- WHAT YOU SHOULD DO: Print every record below exactly as it stands.

<<<<

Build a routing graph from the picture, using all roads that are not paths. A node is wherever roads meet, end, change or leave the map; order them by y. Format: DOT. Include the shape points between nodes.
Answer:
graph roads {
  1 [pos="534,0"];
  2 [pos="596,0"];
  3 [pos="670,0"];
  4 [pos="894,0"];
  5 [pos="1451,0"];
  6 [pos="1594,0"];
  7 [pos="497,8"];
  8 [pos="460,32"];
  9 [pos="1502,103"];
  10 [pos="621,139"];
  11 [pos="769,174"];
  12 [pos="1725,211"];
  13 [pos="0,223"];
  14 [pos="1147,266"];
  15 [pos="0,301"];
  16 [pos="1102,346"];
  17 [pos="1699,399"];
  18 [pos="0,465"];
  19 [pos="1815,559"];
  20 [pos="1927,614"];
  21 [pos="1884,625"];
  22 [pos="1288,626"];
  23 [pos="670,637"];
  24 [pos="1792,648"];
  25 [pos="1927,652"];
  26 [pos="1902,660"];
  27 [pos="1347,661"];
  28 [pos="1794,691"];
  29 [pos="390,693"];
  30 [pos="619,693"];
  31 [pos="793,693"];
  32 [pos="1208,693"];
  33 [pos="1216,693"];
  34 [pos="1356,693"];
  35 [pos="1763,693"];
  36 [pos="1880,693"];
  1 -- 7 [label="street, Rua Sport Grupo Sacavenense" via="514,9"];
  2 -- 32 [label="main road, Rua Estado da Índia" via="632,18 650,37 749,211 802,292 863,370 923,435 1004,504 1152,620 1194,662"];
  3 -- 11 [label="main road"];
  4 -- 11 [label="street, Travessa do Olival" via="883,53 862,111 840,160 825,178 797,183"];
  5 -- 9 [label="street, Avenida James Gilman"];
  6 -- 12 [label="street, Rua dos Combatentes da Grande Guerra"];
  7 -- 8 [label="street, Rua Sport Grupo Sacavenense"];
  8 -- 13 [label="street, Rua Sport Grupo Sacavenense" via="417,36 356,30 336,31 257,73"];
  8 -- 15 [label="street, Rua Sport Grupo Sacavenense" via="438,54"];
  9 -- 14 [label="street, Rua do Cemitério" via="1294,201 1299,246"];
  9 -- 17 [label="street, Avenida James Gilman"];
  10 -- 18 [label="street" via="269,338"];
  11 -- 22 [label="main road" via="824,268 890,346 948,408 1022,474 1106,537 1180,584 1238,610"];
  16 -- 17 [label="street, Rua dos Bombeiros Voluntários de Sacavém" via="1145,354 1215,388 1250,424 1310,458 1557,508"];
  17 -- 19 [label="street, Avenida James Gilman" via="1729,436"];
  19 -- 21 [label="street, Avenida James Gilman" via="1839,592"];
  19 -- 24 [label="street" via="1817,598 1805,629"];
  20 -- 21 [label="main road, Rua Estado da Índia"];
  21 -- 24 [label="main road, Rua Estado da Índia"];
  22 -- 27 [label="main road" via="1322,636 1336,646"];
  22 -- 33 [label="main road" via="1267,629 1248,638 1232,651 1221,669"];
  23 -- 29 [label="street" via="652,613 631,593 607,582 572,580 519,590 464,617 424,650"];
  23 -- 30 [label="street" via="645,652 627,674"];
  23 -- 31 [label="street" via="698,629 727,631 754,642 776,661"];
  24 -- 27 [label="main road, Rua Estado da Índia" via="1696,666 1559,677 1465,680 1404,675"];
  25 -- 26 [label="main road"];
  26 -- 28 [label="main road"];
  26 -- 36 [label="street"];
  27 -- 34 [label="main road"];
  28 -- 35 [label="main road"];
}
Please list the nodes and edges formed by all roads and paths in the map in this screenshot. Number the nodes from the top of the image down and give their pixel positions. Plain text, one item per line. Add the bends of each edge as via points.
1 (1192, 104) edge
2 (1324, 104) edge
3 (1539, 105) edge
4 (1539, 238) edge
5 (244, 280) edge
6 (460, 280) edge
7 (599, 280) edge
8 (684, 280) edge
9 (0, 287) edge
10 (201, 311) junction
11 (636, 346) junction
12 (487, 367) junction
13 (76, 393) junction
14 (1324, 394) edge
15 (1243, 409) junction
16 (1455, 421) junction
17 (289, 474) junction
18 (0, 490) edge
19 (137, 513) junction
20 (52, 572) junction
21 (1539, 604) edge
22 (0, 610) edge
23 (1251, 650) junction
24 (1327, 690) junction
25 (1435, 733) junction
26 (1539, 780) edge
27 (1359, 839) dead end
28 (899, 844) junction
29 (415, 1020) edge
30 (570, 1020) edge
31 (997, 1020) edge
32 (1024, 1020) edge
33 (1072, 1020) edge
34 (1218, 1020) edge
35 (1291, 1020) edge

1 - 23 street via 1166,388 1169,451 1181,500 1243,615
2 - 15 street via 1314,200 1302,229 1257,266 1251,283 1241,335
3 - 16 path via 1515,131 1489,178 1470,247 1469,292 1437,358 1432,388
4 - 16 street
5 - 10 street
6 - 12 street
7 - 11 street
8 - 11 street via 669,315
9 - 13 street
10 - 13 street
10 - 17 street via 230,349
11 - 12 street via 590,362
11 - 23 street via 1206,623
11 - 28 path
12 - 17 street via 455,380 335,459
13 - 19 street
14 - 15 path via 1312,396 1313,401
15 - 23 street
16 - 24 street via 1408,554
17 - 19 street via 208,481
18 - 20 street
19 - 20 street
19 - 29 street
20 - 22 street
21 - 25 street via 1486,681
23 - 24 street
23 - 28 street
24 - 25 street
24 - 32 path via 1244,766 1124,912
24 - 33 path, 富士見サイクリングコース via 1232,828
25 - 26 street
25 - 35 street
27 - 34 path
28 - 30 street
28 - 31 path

>>>>

- YOUR RESPONSE:
Build a routing graph from the picture, using all roads that are not paths. A node is wherever roads meet, end, change or leave the map; order them by y. Format: DOT. Include the shape points between nodes.
Answer:
graph roads {
  1 [pos="534,0"];
  2 [pos="596,0"];
  3 [pos="670,0"];
  4 [pos="894,0"];
  5 [pos="1451,0"];
  6 [pos="1594,0"];
  7 [pos="497,8"];
  8 [pos="460,32"];
  9 [pos="1502,103"];
  10 [pos="621,139"];
  11 [pos="769,174"];
  12 [pos="1725,211"];
  13 [pos="0,223"];
  14 [pos="1147,266"];
  15 [pos="0,301"];
  16 [pos="1102,346"];
  17 [pos="1699,399"];
  18 [pos="0,465"];
  19 [pos="1815,559"];
  20 [pos="1927,614"];
  21 [pos="1884,625"];
  22 [pos="1288,626"];
  23 [pos="670,637"];
  24 [pos="1792,648"];
  25 [pos="1927,652"];
  26 [pos="1902,660"];
  27 [pos="1347,661"];
  28 [pos="1794,691"];
  29 [pos="390,693"];
  30 [pos="619,693"];
  31 [pos="793,693"];
  32 [pos="1208,693"];
  33 [pos="1216,693"];
  34 [pos="1356,693"];
  35 [pos="1763,693"];
  36 [pos="1880,693"];
  1 -- 7 [label="street, Rua Sport Grupo Sacavenense" via="514,9"];
  2 -- 32 [label="main road, Rua Estado da Índia" via="632,18 650,37 749,211 802,292 863,370 923,435 1004,504 1152,620 1194,662"];
  3 -- 11 [label="main road"];
  4 -- 11 [label="street, Travessa do Olival" via="883,53 862,111 840,160 825,178 797,183"];
  5 -- 9 [label="street, Avenida James Gilman"];
  6 -- 12 [label="street, Rua dos Combatentes da Grande Guerra"];
  7 -- 8 [label="street, Rua Sport Grupo Sacavenense"];
  8 -- 13 [label="street, Rua Sport Grupo Sacavenense" via="417,36 356,30 336,31 257,73"];
  8 -- 15 [label="street, Rua Sport Grupo Sacavenense" via="438,54"];
  9 -- 14 [label="street, Rua do Cemitério" via="1294,201 1299,246"];
  9 -- 17 [label="street, Avenida James Gilman"];
  10 -- 18 [label="street" via="269,338"];
  11 -- 22 [label="main road" via="824,268 890,346 948,408 1022,474 1106,537 1180,584 1238,610"];
  16 -- 17 [label="street, Rua dos Bombeiros Voluntários de Sacavém" via="1145,354 1215,388 1250,424 1310,458 1557,508"];
  17 -- 19 [label="street, Avenida James Gilman" via="1729,436"];
  19 -- 21 [label="street, Avenida James Gilman" via="1839,592"];
  19 -- 24 [label="street" via="1817,598 1805,629"];
  20 -- 21 [label="main road, Rua Estado da Índia"];
  21 -- 24 [label="main road, Rua Estado da Índia"];
  22 -- 27 [label="main road" via="1322,636 1336,646"];
  22 -- 33 [label="main road" via="1267,629 1248,638 1232,651 1221,669"];
  23 -- 29 [label="street" via="652,613 631,593 607,582 572,580 519,590 464,617 424,650"];
  23 -- 30 [label="street" via="645,652 627,674"];
  23 -- 31 [label="street" via="698,629 727,631 754,642 776,661"];
  24 -- 27 [label="main road, Rua Estado da Índia" via="1696,666 1559,677 1465,680 1404,675"];
  25 -- 26 [label="main road"];
  26 -- 28 [label="main road"];
  26 -- 36 [label="street"];
  27 -- 34 [label="main road"];
  28 -- 35 [label="main road"];
}
Please list the nodes and edges formed by all roads and paths in the map in this screenshot. Number the nodes from the top of the image down and give their pixel positions. Plain text, one item per line. Add the bends of each edge as via points.
1 (1192, 104) edge
2 (1324, 104) edge
3 (1539, 105) edge
4 (1539, 238) edge
5 (244, 280) edge
6 (460, 280) edge
7 (599, 280) edge
8 (684, 280) edge
9 (0, 287) edge
10 (201, 311) junction
11 (636, 346) junction
12 (487, 367) junction
13 (76, 393) junction
14 (1324, 394) edge
15 (1243, 409) junction
16 (1455, 421) junction
17 (289, 474) junction
18 (0, 490) edge
19 (137, 513) junction
20 (52, 572) junction
21 (1539, 604) edge
22 (0, 610) edge
23 (1251, 650) junction
24 (1327, 690) junction
25 (1435, 733) junction
26 (1539, 780) edge
27 (1359, 839) dead end
28 (899, 844) junction
29 (415, 1020) edge
30 (570, 1020) edge
31 (997, 1020) edge
32 (1024, 1020) edge
33 (1072, 1020) edge
34 (1218, 1020) edge
35 (1291, 1020) edge

1 - 23 street via 1166,388 1169,451 1181,500 1243,615
2 - 15 street via 1314,200 1302,229 1257,266 1251,283 1241,335
3 - 16 path via 1515,131 1489,178 1470,247 1469,292 1437,358 1432,388
4 - 16 street
5 - 10 street
6 - 12 street
7 - 11 street
8 - 11 street via 669,315
9 - 13 street
10 - 13 street
10 - 17 street via 230,349
11 - 12 street via 590,362
11 - 23 street via 1206,623
11 - 28 path
12 - 17 street via 455,380 335,459
13 - 19 street
14 - 15 path via 1312,396 1313,401
15 - 23 street
16 - 24 street via 1408,554
17 - 19 street via 208,481
18 - 20 street
19 - 20 street
19 - 29 street
20 - 22 street
21 - 25 street via 1486,681
23 - 24 street
23 - 28 street
24 - 25 street
24 - 32 path via 1244,766 1124,912
24 - 33 path, 富士見サイクリングコース via 1232,828
25 - 26 street
25 - 35 street
27 - 34 path
28 - 30 street
28 - 31 path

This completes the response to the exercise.